Newswise — LAWRENCE, Kan. — When the final Harry Potter movie is released next month, it will answer a lot of questions about Voldemort, the group of youngsters that came up together at Hogwarts School of Witchcraft and Wizardry and the world they inhabit.
University of Kansas professor Giselle Liza Anatol has already brought together a whole new set of questions about the larger impact and meaning of the ultra-popular book and movie series in her book, “Reading Harry Potter Again: New Critical Essays.”
Anatol, associate professor of English, edited the book, which includes essays from writers from the United States, Canada and the United Kingdom that explore how race, religion, morality, gender and class are represented in and the sociocultural impact of author J.K. Rowling’s series. The book is Anatol’s second on the topic. “Reading Harry Potter” collected critical essays on the first four books in the Potter franchise.
“When I first started putting it together, there was very little scholarly writing on the series,” Anatol said of her books. “I wanted to do more of an in-depth literary analysis. People think of Harry Potter books or children’s literature as content-free fluff. I feel like they do deserve to be examined and interpreted to see what ideas people are getting.”
Readers’ interpretations are especially important, given the books’ enormous popularity over the years. Anatol teaches a children’s literature class for students who will educate future generations about reading. In 1999, the year after the first Potter book was released, maybe five of 35 students in the class had read the book. Now, that figure is much higher. A good number of her students have grown up reading the books and watching the movies for the majority of their childhood.
“Now they know some of the details even better than I do,” Anatol said of her students. “There’s definitely a spark when we talk about the Harry Potter books in class.”
The essays in “Reading Harry Potter Again” are both new examinations of the material and expansions of works in the first edition. Several writers returned to address their first contributions as the themes they explored were expanded upon or evolved with the final three Potter books.
“I love taking part in this type of discussion,” Anatol said. “For both projects it was a really nice back and forth and exchange of ideas.”
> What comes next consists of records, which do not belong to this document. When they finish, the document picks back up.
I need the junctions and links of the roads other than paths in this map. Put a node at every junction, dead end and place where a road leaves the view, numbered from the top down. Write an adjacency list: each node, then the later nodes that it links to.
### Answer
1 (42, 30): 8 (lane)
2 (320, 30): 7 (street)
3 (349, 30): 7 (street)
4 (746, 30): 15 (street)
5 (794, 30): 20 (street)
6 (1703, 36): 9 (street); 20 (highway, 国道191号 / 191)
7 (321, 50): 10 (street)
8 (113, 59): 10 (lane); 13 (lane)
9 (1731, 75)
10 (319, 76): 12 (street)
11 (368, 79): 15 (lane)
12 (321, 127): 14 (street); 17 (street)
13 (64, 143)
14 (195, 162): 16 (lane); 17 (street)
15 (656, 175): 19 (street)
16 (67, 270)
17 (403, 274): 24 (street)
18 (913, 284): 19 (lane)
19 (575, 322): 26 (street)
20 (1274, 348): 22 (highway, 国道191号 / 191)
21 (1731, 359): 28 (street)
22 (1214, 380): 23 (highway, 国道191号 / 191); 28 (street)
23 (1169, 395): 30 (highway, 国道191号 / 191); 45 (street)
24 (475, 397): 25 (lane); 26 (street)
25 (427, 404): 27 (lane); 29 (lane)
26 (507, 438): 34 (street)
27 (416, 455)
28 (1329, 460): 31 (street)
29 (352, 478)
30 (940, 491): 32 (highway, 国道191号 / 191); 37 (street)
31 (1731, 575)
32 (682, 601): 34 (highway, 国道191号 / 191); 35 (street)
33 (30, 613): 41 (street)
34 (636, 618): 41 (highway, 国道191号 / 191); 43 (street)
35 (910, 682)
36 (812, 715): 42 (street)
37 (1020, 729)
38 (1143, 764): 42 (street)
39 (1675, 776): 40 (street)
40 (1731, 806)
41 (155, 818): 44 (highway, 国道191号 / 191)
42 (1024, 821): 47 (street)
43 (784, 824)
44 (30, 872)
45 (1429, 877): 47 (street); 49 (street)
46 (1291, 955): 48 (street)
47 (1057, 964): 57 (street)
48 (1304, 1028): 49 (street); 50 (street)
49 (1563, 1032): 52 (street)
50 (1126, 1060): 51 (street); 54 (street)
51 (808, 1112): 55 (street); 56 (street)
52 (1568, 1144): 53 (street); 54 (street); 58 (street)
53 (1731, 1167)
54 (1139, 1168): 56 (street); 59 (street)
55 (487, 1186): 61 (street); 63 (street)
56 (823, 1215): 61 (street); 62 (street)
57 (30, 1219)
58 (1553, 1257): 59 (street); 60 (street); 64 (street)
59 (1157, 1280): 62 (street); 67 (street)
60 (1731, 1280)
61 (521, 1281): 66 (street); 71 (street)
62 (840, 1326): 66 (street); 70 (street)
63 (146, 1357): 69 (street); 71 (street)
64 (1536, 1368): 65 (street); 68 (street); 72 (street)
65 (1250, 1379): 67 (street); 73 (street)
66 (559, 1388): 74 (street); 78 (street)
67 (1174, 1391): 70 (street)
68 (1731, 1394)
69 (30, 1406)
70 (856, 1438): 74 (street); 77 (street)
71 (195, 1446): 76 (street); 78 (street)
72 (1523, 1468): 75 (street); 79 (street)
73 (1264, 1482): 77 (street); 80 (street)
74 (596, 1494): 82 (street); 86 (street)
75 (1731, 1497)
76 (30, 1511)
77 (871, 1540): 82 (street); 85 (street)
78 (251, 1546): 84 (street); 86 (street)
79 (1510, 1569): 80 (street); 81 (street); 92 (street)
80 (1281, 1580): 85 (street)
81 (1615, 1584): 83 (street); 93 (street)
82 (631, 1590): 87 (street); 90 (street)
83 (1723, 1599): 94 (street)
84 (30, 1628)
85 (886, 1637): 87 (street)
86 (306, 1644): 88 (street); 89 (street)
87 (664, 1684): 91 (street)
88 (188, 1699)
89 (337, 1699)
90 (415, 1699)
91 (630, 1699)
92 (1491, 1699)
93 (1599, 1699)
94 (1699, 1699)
Students often go through a similar re-examination of the books’ themes in class. Representations of power, controversy surrounding the books, fate versus free will and other topics that many young readers don’t initially consider are brought to the fore in Anatol’s class.
In addition to editing both essay collections, Anatol contributed essays on race and ethnicity to the first volume and explored metaphors of race and stereotypes in the second and wrote introductions for both.
Contributors to “Reading Harry Potter Again” are primarily English professors, along with a few philosophy and religious scholars. Leslee Friedman, who authored a chapter on militant literacy and its application to the book series, is a KU alumna who wrote her master’s thesis about Harry Potter. Mike Johnson, author of the book’s last chapter on “Harry Potter and the Prisoner of Azkaban” film, is a KU alum.
The Harry Potter series may be finished, but Anatol hasn’t stopped exploring themes in popular literature. Her collection of essays about the massively successful Twilight series by Stephanie Meyer, “Bringing Light to Twilight: Perspectives on the Pop Culture Phenomenon,” was recently released.
“It’s a somewhat different population of readers,” Anatol said of Twilight fans. “But you can see the passion for the books go beyond the literature itself, just like it did with Harry Potter.”